As people filter out of the room through the thin curtain that acts as its door, she stays to talk about him. As a child, he was very well behaved, but had trouble because he was different from the other children. "They would run away from him until they got used to him. Then he made friends easily," she says.
A single fluorescent bulb hangs from the zinc ceiling, with a bit of gold Christmas decoration wrapped around it. "The last time he was like that was when he was hit by a car. Then I had to wash his head," she says. This was in 2004 when a car ran over him as he was lying in the road.
She would bring him coffee every morning while he was recovering, she says, indicating the spot on his solitary set of drawers where she would put it. A giant teddy bear, worn by age and use, sits on top of the drawers, next to a half-full red laundry basket of his dirty clothes.
She would then make him his favourite meal – oats. "I always made the milk warm for him."
Who would kill Happy?
In a lull in the conversation, she suddenly looks up with sad eyes. "He's dead, he's dead." For the first time, the smile she has been wearing drops. "I still don't think he is dead and I can't sleep properly at night. Who would kill Happy?"
But then she reverts to smiling and talking. The whole family is in a similar state, driven by the constant activity of doing interviews and welcoming neighbours.
Sindane's brother, Mduduzi, spends most of the time quietly looking at visitors and the people playing with the bloodied rock. The only time he smiles is when he remembers the joy his brother had at being alive. "He was just so happy all of the time," he says.
Inside the main house, a framed picture of Sindane and his cousins hangs on a wall. The young boy stands out from the group, with his paler skin. One of the cousins, Thomas Sindane, says the only time he can remember him being sad was when he went to court to find his biological family.
He had since stopped talking about his family and had not tried to find them.

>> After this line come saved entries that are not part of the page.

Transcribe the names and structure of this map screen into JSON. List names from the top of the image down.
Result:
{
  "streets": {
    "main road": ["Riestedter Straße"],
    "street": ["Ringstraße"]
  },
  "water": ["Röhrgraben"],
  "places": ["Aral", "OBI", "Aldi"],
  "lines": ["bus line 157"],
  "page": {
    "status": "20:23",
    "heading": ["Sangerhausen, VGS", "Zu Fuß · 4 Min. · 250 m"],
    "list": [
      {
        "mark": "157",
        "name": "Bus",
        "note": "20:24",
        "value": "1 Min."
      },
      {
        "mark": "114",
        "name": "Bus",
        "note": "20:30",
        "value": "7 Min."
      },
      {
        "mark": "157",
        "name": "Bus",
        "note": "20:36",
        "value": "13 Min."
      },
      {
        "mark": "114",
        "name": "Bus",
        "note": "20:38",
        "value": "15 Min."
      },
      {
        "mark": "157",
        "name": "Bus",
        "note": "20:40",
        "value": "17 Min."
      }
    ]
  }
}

Unemployed, he spent much of his time like the other people in the community sitting outside their houses talking and going to local bars. There was little else to do.
Rowdy crowd
"He spent his time chilling," says Thomas. He did have a love for electronics and tinkered with all the appliances around the house, he says. "He had no close friends, but he was always happy and had many friends. That Sunday morning, he just went to the tavern to relax."
The tavern is a few hundred metres away from the Sindane home, but requires a loop around the block to get to. There is a cool afternoon breeze and the bar is already thronged by a rowdy crowd. The bartender, who does not want to be named, says Happy was a regular and would spend whole days drinking there.
"When he had money, he would get Black Label, but normally he didn't and would get the chibuku [traditional beer]."
And although he would often get into arguments with people when he was drunk, nobody took him seriously because he was so small. "You could push him and he would fall over," the bartender says.
A Kaizer Chiefs fan, he was liked by everyone, "even Pirates fans".
"He was always here last and he was a good man," he says.
Nearby bar
The gutter where Sindane's body was found early on Monday morning would have been a detour from the normal route from the tavern to his room. But with so many taverns dotting the area, people say he could have gone to another one.
Now empty packets lie in the culvert where the family say the alleged murderer tried to shove his body. Other rocks, like the one in his room, line the road. People walk past, unperturbed by the comings and goings of journalists. Children in the nearest house do cartwheels in the dirt and the nearby bar is full again.
On the far side of KwaMhlanga, the name Happy Sindane brings immediate recognition. In one house, a friend quickly runs out, keen to talk about him.
"I met him two years ago when he came [to] this side. Everyone knew him and everyone liked him," says Emmanuel Mahlangu.
The two spent many hours drinking together, and although Happy might have had a problem with alcohol, people were never violent towards him when he was drunk because he was harmless, Mahlangu says.
"Nobody would fight with Happy. People loved him."